WHAT YOU NEED TO DO: Could you copy every line of the data that contains the word "Garage"?

STORED DATA:
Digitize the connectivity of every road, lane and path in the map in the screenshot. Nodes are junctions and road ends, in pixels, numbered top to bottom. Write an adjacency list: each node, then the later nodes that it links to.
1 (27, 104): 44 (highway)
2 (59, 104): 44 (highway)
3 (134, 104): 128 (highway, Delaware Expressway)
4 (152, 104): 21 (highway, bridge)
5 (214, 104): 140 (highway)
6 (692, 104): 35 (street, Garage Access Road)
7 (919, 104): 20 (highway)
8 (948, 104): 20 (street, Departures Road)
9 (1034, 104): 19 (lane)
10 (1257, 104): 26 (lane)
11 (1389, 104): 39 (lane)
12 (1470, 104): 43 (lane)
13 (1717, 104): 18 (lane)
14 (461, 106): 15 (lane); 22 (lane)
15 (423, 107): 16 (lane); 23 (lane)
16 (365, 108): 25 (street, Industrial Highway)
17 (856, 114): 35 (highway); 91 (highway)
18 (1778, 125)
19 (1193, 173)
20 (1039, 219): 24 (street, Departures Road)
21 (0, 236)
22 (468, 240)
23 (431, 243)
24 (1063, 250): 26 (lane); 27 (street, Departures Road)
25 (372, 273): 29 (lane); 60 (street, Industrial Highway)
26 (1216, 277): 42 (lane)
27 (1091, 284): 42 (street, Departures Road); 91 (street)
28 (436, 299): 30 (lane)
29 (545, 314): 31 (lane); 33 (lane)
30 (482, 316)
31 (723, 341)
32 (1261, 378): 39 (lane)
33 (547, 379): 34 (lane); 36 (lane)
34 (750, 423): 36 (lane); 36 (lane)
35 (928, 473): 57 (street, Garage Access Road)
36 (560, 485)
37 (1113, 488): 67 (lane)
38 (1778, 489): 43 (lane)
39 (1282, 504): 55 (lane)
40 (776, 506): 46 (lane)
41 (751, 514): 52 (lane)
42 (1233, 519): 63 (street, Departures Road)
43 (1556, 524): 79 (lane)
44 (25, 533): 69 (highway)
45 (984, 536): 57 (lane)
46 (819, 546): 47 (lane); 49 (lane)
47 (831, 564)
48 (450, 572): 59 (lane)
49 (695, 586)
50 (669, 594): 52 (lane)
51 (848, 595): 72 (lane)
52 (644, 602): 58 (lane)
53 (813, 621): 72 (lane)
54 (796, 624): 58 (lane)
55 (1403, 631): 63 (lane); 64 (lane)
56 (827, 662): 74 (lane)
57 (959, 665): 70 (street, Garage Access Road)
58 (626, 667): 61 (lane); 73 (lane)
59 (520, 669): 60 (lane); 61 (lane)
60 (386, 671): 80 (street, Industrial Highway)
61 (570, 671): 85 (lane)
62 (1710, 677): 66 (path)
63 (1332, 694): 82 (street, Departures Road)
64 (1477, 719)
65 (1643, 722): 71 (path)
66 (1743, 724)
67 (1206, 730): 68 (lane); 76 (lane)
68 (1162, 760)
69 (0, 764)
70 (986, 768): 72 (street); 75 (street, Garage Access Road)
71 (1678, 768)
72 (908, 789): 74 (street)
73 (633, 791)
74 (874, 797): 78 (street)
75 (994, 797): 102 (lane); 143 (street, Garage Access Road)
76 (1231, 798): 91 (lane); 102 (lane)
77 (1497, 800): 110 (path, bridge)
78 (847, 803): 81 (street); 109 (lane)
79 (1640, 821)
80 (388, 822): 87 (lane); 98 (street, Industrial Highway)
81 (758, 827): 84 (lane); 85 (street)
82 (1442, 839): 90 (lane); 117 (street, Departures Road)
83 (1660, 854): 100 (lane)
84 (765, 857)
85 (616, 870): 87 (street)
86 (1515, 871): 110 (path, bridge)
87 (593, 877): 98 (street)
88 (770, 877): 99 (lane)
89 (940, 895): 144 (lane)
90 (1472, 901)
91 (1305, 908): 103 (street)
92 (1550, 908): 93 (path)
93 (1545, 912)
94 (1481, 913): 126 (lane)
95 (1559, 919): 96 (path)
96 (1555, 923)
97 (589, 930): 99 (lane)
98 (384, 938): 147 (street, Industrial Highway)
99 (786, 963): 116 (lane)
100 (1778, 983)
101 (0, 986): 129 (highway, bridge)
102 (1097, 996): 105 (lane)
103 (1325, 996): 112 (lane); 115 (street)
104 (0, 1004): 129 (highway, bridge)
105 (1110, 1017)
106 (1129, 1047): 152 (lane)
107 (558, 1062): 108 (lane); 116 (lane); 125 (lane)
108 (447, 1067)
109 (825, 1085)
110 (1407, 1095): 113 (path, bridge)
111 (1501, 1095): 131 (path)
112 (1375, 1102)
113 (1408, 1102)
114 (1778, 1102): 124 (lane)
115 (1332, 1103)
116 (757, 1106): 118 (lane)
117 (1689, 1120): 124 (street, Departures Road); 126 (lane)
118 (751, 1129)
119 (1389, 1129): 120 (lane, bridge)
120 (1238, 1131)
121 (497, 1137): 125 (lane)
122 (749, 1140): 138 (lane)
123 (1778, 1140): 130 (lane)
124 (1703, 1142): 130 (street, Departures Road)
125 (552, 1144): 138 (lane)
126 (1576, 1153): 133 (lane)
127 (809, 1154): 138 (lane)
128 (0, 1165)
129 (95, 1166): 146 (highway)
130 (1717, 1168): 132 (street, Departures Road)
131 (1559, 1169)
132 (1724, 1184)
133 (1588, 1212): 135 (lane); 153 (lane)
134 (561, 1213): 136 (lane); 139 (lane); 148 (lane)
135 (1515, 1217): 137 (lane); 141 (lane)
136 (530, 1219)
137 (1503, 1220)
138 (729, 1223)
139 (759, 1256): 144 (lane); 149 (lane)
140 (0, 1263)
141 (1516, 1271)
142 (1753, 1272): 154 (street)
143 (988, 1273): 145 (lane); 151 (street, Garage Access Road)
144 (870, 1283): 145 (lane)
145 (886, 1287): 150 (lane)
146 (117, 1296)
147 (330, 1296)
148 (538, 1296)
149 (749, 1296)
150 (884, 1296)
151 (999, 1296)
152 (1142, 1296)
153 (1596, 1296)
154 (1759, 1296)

WRITTEN ANSWER:
6 (692, 104): 35 (street, Garage Access Road)
35 (928, 473): 57 (street, Garage Access Road)
57 (959, 665): 70 (street, Garage Access Road)
70 (986, 768): 72 (street); 75 (street, Garage Access Road)
75 (994, 797): 102 (lane); 143 (street, Garage Access Road)
143 (988, 1273): 145 (lane); 151 (street, Garage Access Road)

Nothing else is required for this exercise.